Janet Edmunds



JANET EDMUNDS – International opera singer

May Day garlands outside Court Cottages, early 1940s (Courtesy of Janet Edmunds)

Janet Edmunds was born at 4 The Warren in Thorpe Mandeville. Her father Ted was an insurance agent (having being invalided out of the R.A.F.). He had one of the first motor cars in the village. In 1953 Ted and his wife Isabel and younger daughter, Marion, moved to their newly built house in Thorpe, Greenbank. Janet was by then at college in London but was never happier than when able to return to Thorpe with memories of her childhood, savouring each season’s events – making garlands to celebrate May Day, country dancing or carol singing with her friends from the village school where Miss Freeman gave Janet her first piano lessons. Peggy Gibbard from Thorpe Lodge taught Janet to play the organ and the rector, Canon Pakenham-Walsh, lent her his ‘cello. She recalls walking to Culworth church, catching trains from Culworth station and walking home picking violets after taking her scholarship (‘eleven plus’) exam at Culworth one sunny March day.

At Brackley High School for Girls she studied modern languages but it was in Banbury that her musical talent was noted.
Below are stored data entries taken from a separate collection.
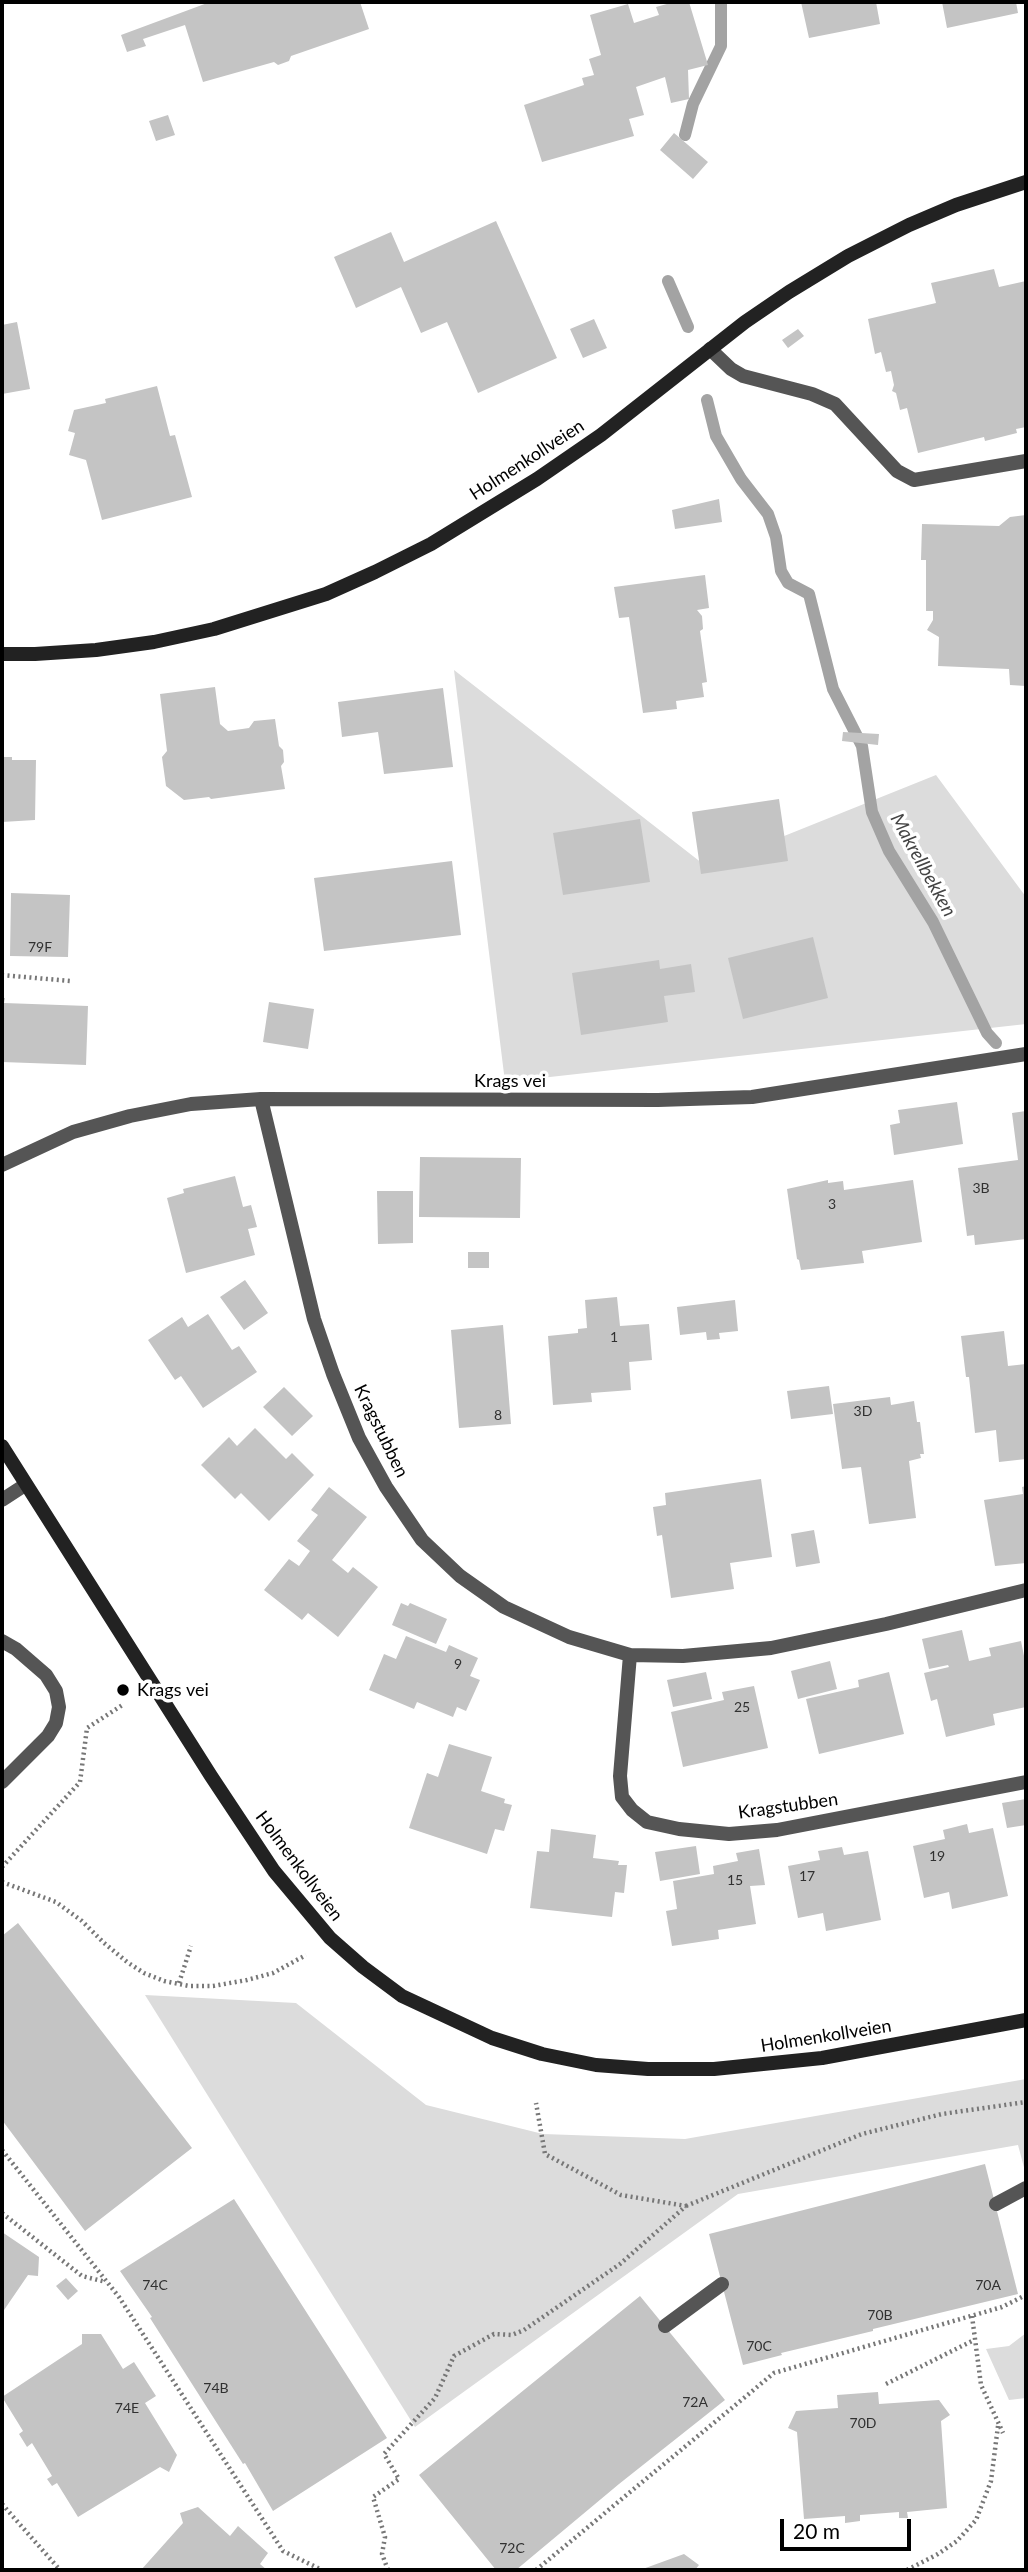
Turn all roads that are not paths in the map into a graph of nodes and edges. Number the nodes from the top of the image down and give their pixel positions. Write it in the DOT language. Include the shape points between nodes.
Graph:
graph roads {
  1 [pos="1026,183"];
  2 [pos="710,349"];
  3 [pos="1026,461"];
  4 [pos="2,653"];
  5 [pos="1026,1055"];
  6 [pos="261,1098"];
  7 [pos="2,1165"];
  8 [pos="2,1446"];
  9 [pos="25,1485"];
  10 [pos="2,1500"];
  11 [pos="1026,1590"];
  12 [pos="2,1641"];
  13 [pos="629,1656"];
  14 [pos="2,1782"];
  15 [pos="1026,1782"];
  16 [pos="1026,2020"];
  17 [pos="1026,2188"];
  18 [pos="996,2204"];
  19 [pos="722,2284"];
  20 [pos="665,2326"];
  1 -- 2 [label="main road, Holmenkollveien" via="957,205 848,256"];
  2 -- 3 [label="street" via="743,376 835,404 897,471 914,480"];
  2 -- 4 [label="main road, Holmenkollveien" via="537,479 431,544 326,594 155,642 96,650"];
  5 -- 6 [label="street, Krags vei" via="752,1097"];
  6 -- 7 [label="street, Krags vei" via="191,1104 130,1116 73,1132"];
  6 -- 13 [label="street, Kragstubben" via="314,1319 359,1438 386,1487 422,1540 460,1576 505,1606 569,1637"];
  8 -- 9 [label="main road, Holmenkollveien"];
  9 -- 10 [label="street"];
  9 -- 16 [label="main road, Holmenkollveien" via="274,1871 330,1938 402,1996 492,2038 542,2054 648,2069 714,2069 822,2058"];
  11 -- 13 [label="street, Kragstubben" via="771,1648"];
  12 -- 14 [label="street" via="46,1675 59,1707 57,1723 48,1736"];
  13 -- 15 [label="street, Kragstubben" via="622,1797 648,1822 729,1834 777,1830"];
  17 -- 18 [label="street"];
  19 -- 20 [label="street"];
}
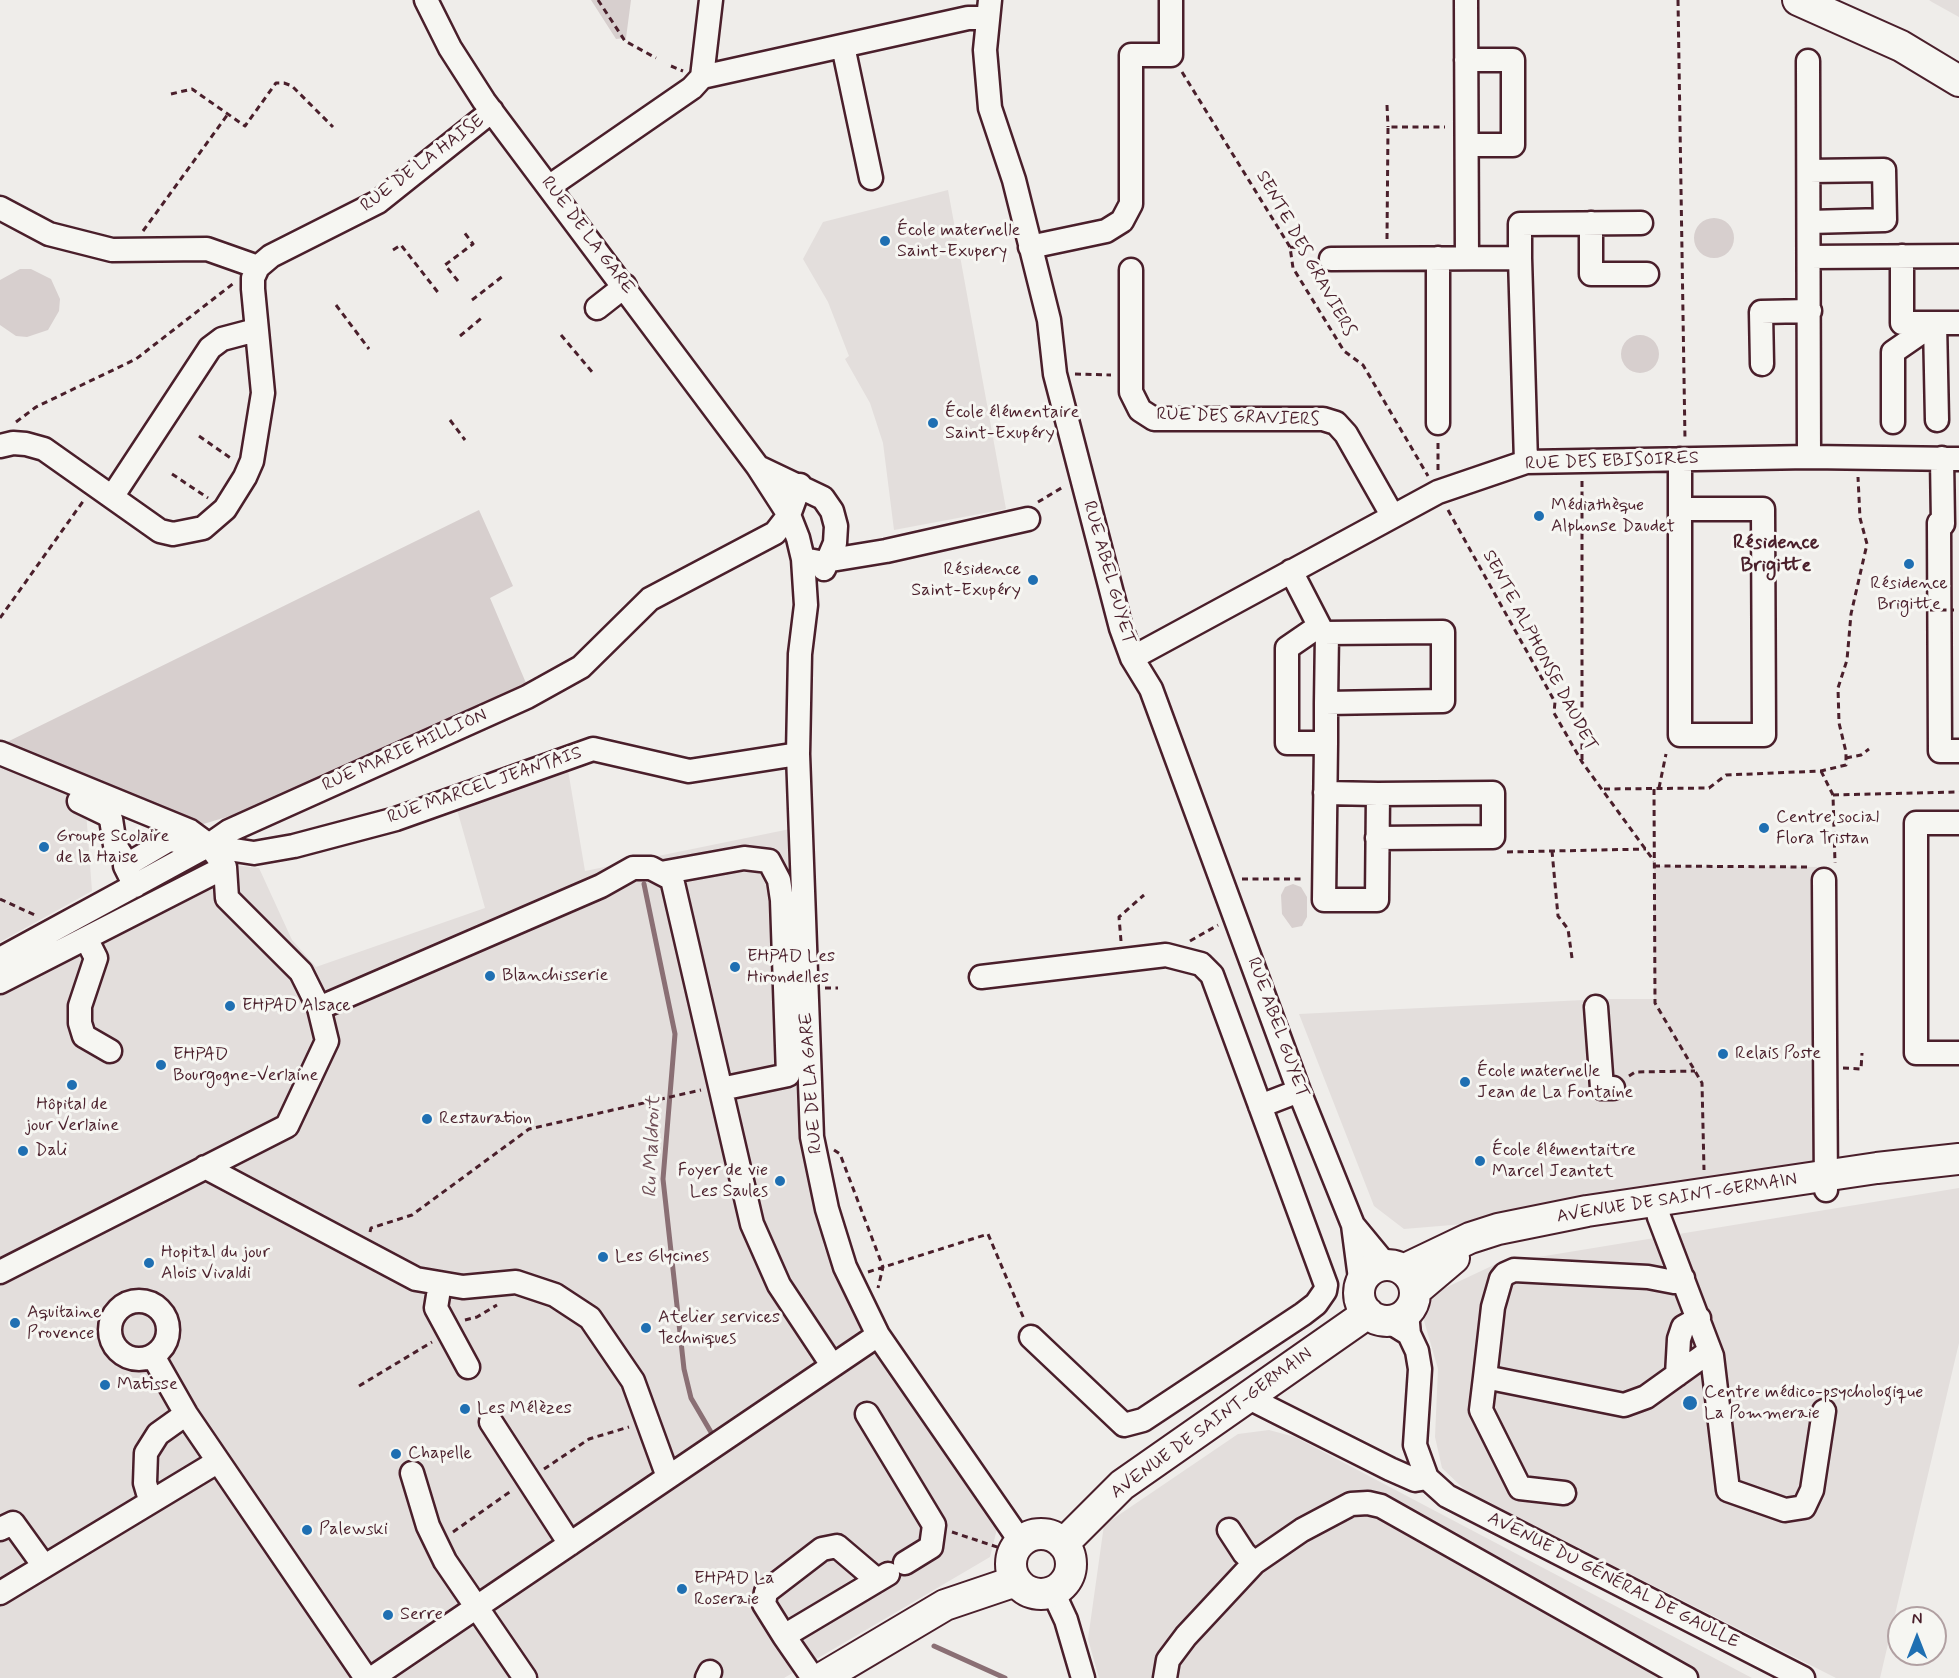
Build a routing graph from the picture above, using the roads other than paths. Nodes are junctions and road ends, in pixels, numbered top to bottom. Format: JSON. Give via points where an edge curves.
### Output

Janet took part in many concerts and music festivals which flourished in those post-war years. She excelled and became a music student in London, at first as a pianist. On leaving the Royal College of Music in London in 1957 she was presented with the Clara Butt Prize for singing by the Queen Mother.

Wigmore Hall, 1963

Janet was head of music at Carlyle School, Chelsea for three years before her singing career took over. Her first operas were with Oxford University and she has been involved in its musical life ever since. A scholarship to London’s National School of Opera led to further training in Switzerland and Germany where she soon had engagements to sing in opera, oratorios and on the radio on the continent and at home. Two highly successful Wigmore Hall recitals established her as one of Britain’s leading singers.

In the midst of all this, Thorpe always had its place. The Humfrey family had provided many of Thorpe’s rectors and coincidentally Janet met Jane Humfrey at the Royal College of Music. Together they provided musical offerings in Thorpe’s packed, candle-lit church. Janet gave her first recital in Thorpe in 1956 accompanied by David Byrt who later became Director of Music at Westminster School. In 1966 Janet and David married in Thorpe church. The reception was held at the Manor.

Janet and David lived in Westminster and had two daughters, Caroline and Elizabeth. The school and abbey were central to their lives but they had a retreat at Halse, near Brackley. When her mother died Janet returned to Greenbank, combining her singing career with her work as Tutor of Singing at Birmingham Conservatoire and Magdalen College, Oxford. Some of her students now have ‘world careers’.